Before I sketch the results of our analysis, I should mention differences between our work and another recent paper also set up a benchmark of phylogenetic methods. Much of that paper concerns the results of phylogenetic inference using a “toy” clonal family inference method with necessarily bad performance, whereas here we assume that clonal families have been properly inferred. In addition, we simulate sequences under selection using an affinity-based model (which we show makes the inferential problem significantly more difficult), we compare accuracy of ancestral sequence inference, we include additional software tools (several of which are BCR-specific), and we use class-switching data as a further non-simulation means of benchmarking methods.

For this work, Kristian cooked up a simulator for B cell affinity maturation. Although quite a lot of simulators have been written, going back to Clone, none of these did what we wanted, which was to use a context model to simulate mutations, and then use the corresponding amino acid sequences for a selection step.
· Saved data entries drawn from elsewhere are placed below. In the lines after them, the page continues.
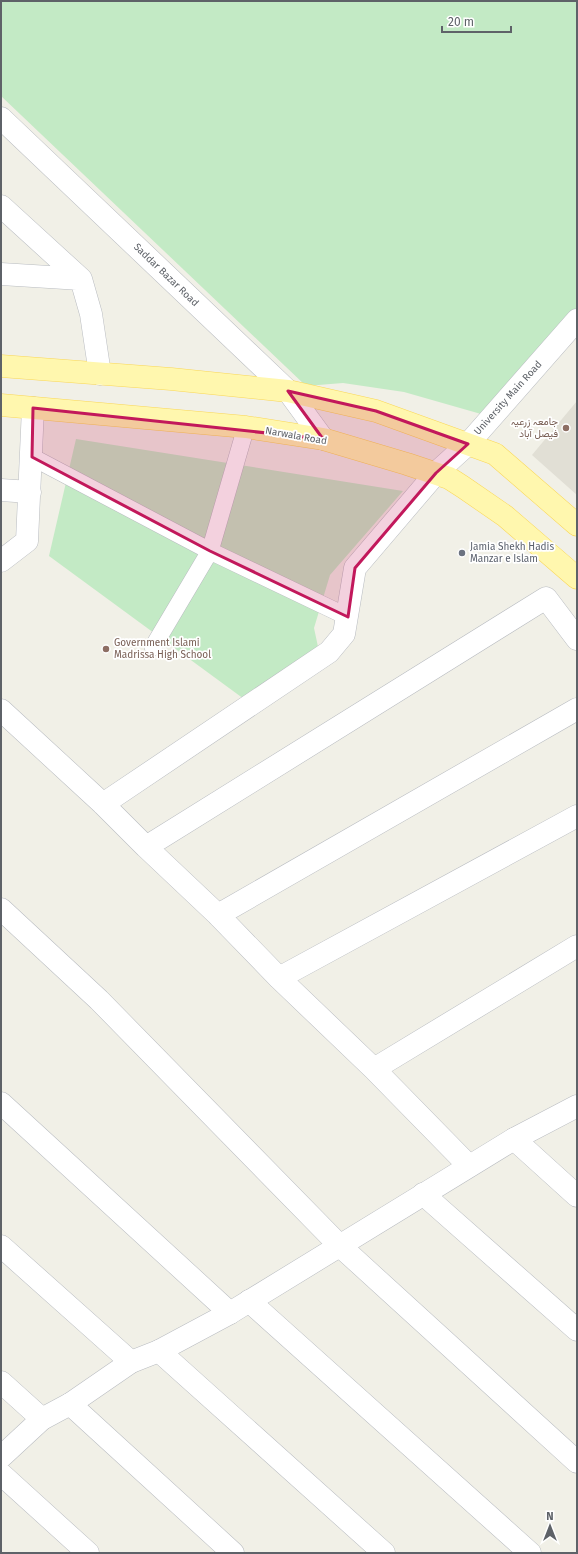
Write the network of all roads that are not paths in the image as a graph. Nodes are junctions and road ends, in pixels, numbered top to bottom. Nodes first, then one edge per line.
1 (1, 118) edge
2 (1, 206) edge
3 (1, 274) edge
4 (81, 279) junction
5 (577, 320) edge
6 (1, 366) edge
7 (100, 374) junction
8 (288, 391) junction
9 (1, 405) edge
10 (33, 408) junction
11 (246, 427) junction
12 (323, 439) junction
13 (468, 444) junction
14 (32, 457) junction
15 (436, 474) junction
16 (1, 490) edge
17 (30, 492) junction
18 (577, 525) edge
19 (210, 551) junction
20 (1, 561) edge
21 (577, 578) edge
22 (348, 617) junction
23 (577, 639) edge
24 (153, 647) dead end
25 (577, 709) edge
26 (1, 710) edge
27 (103, 804) junction
28 (577, 816) edge
29 (146, 847) junction
30 (1, 909) edge
31 (218, 915) junction
32 (577, 946) edge
33 (279, 978) junction
34 (374, 1069) junction
35 (1, 1103) edge
36 (577, 1106) edge
37 (514, 1139) junction
38 (469, 1166) junction
39 (424, 1194) junction
40 (577, 1196) edge
41 (338, 1245) junction
42 (1, 1246) edge
43 (249, 1301) junction
44 (230, 1313) junction
45 (577, 1330) edge
46 (159, 1351) junction
47 (131, 1362) junction
48 (1, 1382) edge
49 (70, 1404) junction
50 (42, 1419) junction
51 (1, 1457) edge
52 (577, 1462) edge
53 (1, 1474) edge
54 (88, 1553) edge
55 (233, 1553) edge
56 (384, 1553) edge
57 (530, 1553) edge

1 - 8 street, Saddar Bazar Road
2 - 4 street
3 - 4 street
4 - 7 street
5 - 13 street, University Main Road
6 - 7 main road
7 - 8 main road
8 - 12 street, Saddar Bazar Road
8 - 13 main road
9 - 10 main road, Narwala Road
10 - 11 main road, Narwala Road
10 - 14 street
11 - 12 main road, Narwala Road
11 - 19 street
12 - 15 main road, Narwala Road
13 - 15 street, University Main Road
13 - 18 main road
14 - 17 street
14 - 19 street
15 - 21 main road, Narwala Road
15 - 22 street, University Main Road
16 - 17 street
17 - 20 street
19 - 22 street
19 - 24 street
22 - 27 street, University Main Road
23 - 29 street
25 - 31 street
26 - 27 street
27 - 29 street
28 - 33 street
29 - 31 street
30 - 41 street
31 - 33 street
32 - 34 street
33 - 34 street
34 - 38 street
35 - 44 street
36 - 37 street
37 - 38 street
37 - 40 street
38 - 39 street
39 - 41 street
39 - 45 street
41 - 43 street
41 - 52 street
42 - 47 street
43 - 44 street
43 - 57 street
44 - 46 street
46 - 47 street
46 - 56 street
47 - 49 street
48 - 50 street
49 - 50 street
49 - 55 street
50 - 51 street
53 - 54 street

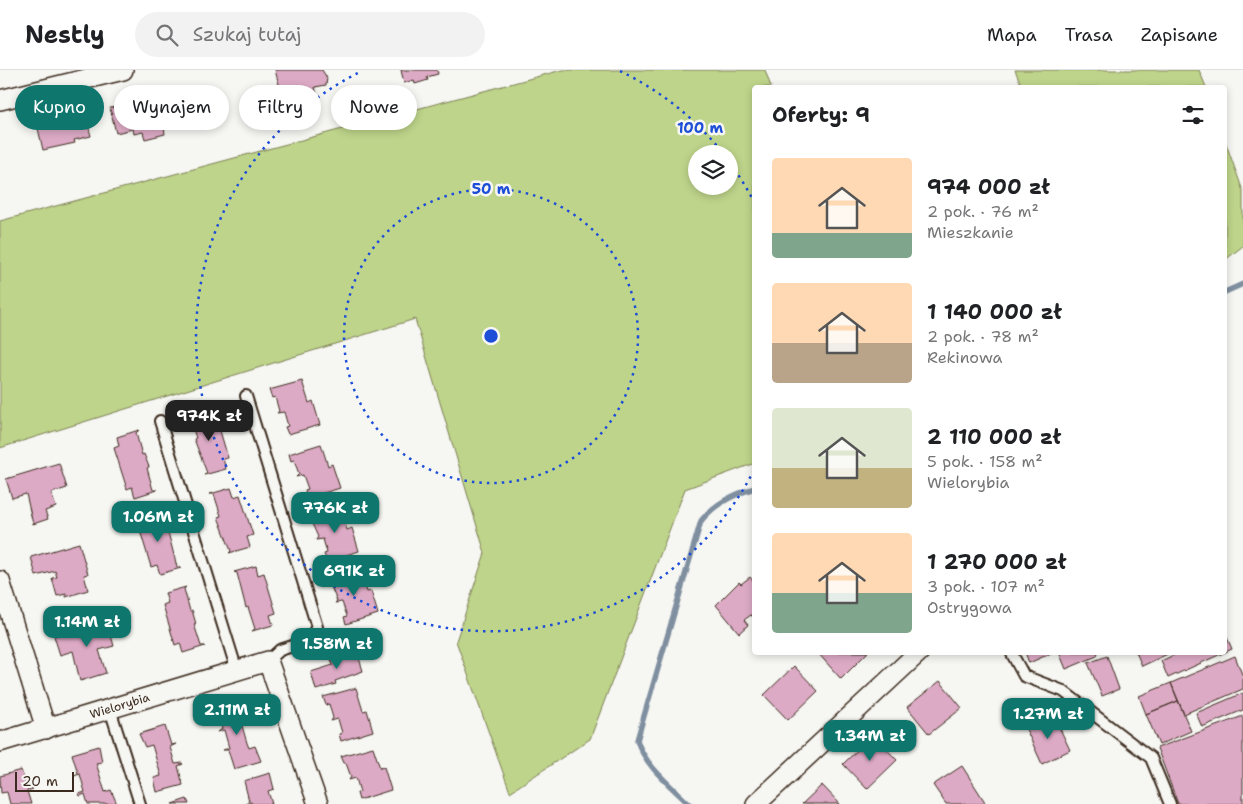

Kristian’s model is simple, but nonetheless we feel that it does an appropriate job of simulating sequences for the purposes of benchmarking methods. We show that the simulated data broadly speaking “looks like” germinal center data.

You can read the full results on bioRxiv, but here are the things that surprised us:

Picking between equally parsimonious trees using a context-sensitive model works surprisingly well. This makes us want to continue working on incorporating full context models into phylogenetic methods.
PHYLIP is quite a good choice! I thought that the BCR community was fairly behind the times by not using some of the more modern maximum-likelihood packages, but IQ-TREE is the only recently-developed package that does ML on trees and ancestral sequence inference, and it performs significantly worse (although it’s much faster and nicer to use!).
IgPhyML is a cool project that works to integrate hotspot motifs and Goldman-Yang codon modeling, which it does by marginalizing out hotspot motifs when they extend across a codon boundary. It does reasonably but not as well as we expected, which may be because we are benchmarking on the moderately-sized trees with which we have experience rather than the very deep broadly-neutralizing trees investigated in the IgPhyML paper.
The class-switching data gave noisier results than we had hoped for, giving error bars of the same magnitude as differences between methods. However, it confirmed that picking equally parsimonious trees using a context-sensitive model increases accuracy. Perhaps with better sampling or just more data we can learn more from class-switching data in the future.

There’s quite a lot more to do here, both in terms of method development and benchmarking, and we look forward watching this area mature in the coming years. Thanks to Kristian for his great work!